Do people in your audience stay connected to the internet during live performances?
Do you try to stop it? Encourage it? What do you think?
What is changing in live performance?
The Pop Haydn show in the Palace of Mystery at the Magic Castle last Spring tried a different tack:
We may be moving into an era when people are always with divided attention. In vaudeville, the audience talked, ate food, walked around, sometimes threw stuff. Our audiences may be more like that in the future, and less like the passive movie and television watchers…
Sometimes, people are tweeting to their friends what a great show they are watching.
People will be secretly videoing shows with their cameras–this will be streaming online at the same time.
It is a new world.
Are we planning for it?
What was a Shakespearean audience like? Quiet and respectful, you think? Or rowdy hecklers?
I don’t think this is going to change. The distracted audience–half here/half connected to the online world–is here to stay.
It is the new reality. People will not go to events where they must disconnect from the hive. Live entertainment may need to incorporate and accept the presence of distracted audiences.
We need to learn to deal with it and to use it. I think we ought to develop strategies to take advantage of it.
“Say something nice about us on Twitter!” “You can buy that right now at…” “If you were to Google magnetized water…”
Perhaps live shows need to find a way to incorporate the digital world, rather than trying to fight its encroachment.

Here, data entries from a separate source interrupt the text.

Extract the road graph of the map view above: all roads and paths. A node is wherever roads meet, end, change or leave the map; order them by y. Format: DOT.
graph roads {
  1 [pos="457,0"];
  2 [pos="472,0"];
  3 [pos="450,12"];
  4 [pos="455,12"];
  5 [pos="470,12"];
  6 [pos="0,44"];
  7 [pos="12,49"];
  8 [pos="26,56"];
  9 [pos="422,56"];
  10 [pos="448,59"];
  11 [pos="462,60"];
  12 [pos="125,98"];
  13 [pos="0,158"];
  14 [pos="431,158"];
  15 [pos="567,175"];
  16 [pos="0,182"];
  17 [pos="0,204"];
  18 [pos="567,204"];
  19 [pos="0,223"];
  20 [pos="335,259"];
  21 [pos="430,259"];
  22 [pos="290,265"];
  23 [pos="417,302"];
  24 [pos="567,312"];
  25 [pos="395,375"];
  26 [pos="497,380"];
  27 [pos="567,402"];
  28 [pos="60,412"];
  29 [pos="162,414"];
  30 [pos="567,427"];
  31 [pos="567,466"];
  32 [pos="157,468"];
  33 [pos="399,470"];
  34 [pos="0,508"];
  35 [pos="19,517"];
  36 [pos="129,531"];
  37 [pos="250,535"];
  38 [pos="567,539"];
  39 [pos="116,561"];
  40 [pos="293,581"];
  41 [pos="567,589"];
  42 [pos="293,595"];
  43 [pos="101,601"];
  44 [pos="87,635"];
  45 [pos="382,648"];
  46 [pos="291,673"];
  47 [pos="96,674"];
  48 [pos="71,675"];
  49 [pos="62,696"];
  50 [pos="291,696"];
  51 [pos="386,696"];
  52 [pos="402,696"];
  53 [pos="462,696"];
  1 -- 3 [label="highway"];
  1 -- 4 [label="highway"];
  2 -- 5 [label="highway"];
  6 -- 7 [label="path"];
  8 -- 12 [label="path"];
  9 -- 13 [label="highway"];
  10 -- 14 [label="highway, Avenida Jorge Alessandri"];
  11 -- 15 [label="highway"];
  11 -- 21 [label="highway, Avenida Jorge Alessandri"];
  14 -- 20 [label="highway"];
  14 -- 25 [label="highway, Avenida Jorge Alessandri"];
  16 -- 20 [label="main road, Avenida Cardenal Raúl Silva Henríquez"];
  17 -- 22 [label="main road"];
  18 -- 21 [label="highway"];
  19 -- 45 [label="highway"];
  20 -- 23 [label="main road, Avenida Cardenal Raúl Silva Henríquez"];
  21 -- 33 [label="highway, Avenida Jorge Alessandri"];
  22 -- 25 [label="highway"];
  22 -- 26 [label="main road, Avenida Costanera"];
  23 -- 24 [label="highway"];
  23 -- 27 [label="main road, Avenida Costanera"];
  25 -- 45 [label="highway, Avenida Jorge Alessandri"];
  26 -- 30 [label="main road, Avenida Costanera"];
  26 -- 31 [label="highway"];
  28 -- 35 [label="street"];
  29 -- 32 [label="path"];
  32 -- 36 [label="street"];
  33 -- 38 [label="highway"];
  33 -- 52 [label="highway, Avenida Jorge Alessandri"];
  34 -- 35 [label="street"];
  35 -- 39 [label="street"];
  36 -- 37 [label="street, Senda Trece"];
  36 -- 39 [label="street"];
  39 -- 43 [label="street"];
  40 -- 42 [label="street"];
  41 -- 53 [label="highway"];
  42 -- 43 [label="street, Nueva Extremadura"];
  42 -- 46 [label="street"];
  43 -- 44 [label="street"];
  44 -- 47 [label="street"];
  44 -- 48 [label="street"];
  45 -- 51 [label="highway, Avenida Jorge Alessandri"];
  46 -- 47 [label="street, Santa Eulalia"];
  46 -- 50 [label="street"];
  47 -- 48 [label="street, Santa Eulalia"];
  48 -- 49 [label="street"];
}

We may be applying the standards of the second half of the twentieth century to the situation we are in here in the 21st.
Do we learn to take advantage of the new “expanded” live, or do we try to force a new and different audience into an old bottle?
If we want to reach the younger audience, we will have to bend to do it–I think they will not go to live entertainment if they have to cut their umbilical cord to the online.
I noticed that only a couple of people in each audience actually utilized their devices, but when we told the audience to light up their I-phones if they wanted, the reaction was almost always clearly pleasant and relieved. They get tired of being lectured and told to do things–especially at the Castle where they get it in every showroom.
What is the alternative?
Here Disney is using the Second Screen concept to give everyone in the theater an app that allows them to interact online during the movie.
http://movies.disney.com/the-little-mermaid/second-screen-live
What ways might we be able to use the internet to enhance our live performances?
The show has to be designed to accommodate this. You can’t do the same kind of things as you did in a darkened house. This really has to be a “second screen”–one that enhances the experience of the live show and extends it into the after show.
I think the idea of a passive audience, quietly sitting in the dark with their full attention on the stage is going to be more and more rare. It will be a special thing like Jazz or Opera–for a more disciplined audience. The world of live performance is going to increasingly be an interactive happening shared online in real time. We need to think of ways to adjust and benefit from these changes.
Using the internet, it is possible to enhance and enlarge our characters and backstories, connect with the audience in new ways, and even sell them stuff. We can hook them into our content-oriented websites, as a way of getting them to spend time with us, to want to come back and see more, and to want to come back and join us in a live show.
Live show business will be immersed in the online world. We should be looking for ways to take advantage of it, not shut it down.